A team of research scientists from the University of Bolton, England; the University of Manchester, England; and Harbin Institute of Technology, China, have collaborated on the development of a new shape-changing “smart” material that has potential in the medical textiles industries and in making better-fit prosthetic limbs. According to the researchers, the new material reacts to force; it undergoes dramatic changes in shape on simple stretching or compression. They have coined the phrase “piezomorphic materials” to describe the material’s unique behavior.
The researchers say that the potential applications are diverse. They have identified how a piezomorphic lining could respond to pressure applied when, for example, walking, to improve prosthetic fit and comfort. The team has also identified smart bandages as a potential application. A bandage layered with drugs, which could be released depending on wound swelling, would allow controlled, condition-dependent treatment without the need for constant wound checking. The material could also be used in the manufacture of advanced composite components for cars and aircraft.

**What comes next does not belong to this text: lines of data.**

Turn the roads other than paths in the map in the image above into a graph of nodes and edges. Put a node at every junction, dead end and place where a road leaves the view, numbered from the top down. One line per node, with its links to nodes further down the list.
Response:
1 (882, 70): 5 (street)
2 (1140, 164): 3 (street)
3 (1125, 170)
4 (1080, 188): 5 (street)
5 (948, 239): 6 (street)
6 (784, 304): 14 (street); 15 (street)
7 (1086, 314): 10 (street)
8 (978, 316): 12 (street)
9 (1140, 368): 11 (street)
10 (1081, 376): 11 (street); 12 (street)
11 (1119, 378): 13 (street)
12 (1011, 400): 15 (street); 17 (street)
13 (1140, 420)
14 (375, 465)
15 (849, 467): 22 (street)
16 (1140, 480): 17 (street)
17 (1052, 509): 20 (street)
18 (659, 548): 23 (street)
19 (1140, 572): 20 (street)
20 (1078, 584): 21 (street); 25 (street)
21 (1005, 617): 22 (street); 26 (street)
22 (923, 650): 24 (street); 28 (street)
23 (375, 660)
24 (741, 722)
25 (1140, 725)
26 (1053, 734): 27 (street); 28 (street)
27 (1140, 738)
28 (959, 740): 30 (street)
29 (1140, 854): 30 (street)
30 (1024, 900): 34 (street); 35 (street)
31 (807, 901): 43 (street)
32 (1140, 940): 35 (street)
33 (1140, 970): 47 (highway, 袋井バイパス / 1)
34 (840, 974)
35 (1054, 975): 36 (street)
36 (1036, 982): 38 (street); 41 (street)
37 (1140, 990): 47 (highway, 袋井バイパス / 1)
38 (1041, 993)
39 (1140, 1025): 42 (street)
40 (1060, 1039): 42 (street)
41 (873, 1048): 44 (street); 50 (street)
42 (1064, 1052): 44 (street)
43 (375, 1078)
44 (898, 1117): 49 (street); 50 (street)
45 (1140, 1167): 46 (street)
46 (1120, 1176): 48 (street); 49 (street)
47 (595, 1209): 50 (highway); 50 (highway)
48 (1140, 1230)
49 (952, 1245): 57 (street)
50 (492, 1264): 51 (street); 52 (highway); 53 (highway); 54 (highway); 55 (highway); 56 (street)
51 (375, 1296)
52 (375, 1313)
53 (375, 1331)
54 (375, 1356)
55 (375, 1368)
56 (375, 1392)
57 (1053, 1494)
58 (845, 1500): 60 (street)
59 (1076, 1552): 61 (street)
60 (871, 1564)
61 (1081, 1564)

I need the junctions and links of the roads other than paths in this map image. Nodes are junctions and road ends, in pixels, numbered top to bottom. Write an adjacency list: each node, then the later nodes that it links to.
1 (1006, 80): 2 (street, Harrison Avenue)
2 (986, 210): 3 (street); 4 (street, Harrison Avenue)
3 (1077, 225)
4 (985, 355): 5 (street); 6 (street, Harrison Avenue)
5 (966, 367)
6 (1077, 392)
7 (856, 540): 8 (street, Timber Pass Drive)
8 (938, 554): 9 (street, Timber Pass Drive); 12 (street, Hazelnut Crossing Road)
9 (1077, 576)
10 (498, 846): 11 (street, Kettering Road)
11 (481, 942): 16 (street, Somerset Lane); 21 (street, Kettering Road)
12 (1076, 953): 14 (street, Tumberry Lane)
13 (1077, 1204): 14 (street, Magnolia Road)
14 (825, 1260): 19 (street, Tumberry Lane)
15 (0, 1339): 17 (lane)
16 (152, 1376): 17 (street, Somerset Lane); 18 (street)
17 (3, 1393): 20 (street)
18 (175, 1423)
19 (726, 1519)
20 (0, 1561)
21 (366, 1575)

“Morphing materials occur in nature-the venus fly trap changes shape in response to an electrochemical stimulus, when it feels the pressure of a fly,” said Andy Alderson, PhD, director of Bolton’s Institute for Materials Research and Innovation and the piezomorphic materials project leader. “Other morphing materials respond to changes in light, temperature, or magnetic field.
“Existing morphing materials are already used in the aerospace industry to create airplane wings that change shape, inspired by a bird’s wing.”
Their findings were previously published online in the journal Macromolecular Materials and Engineering.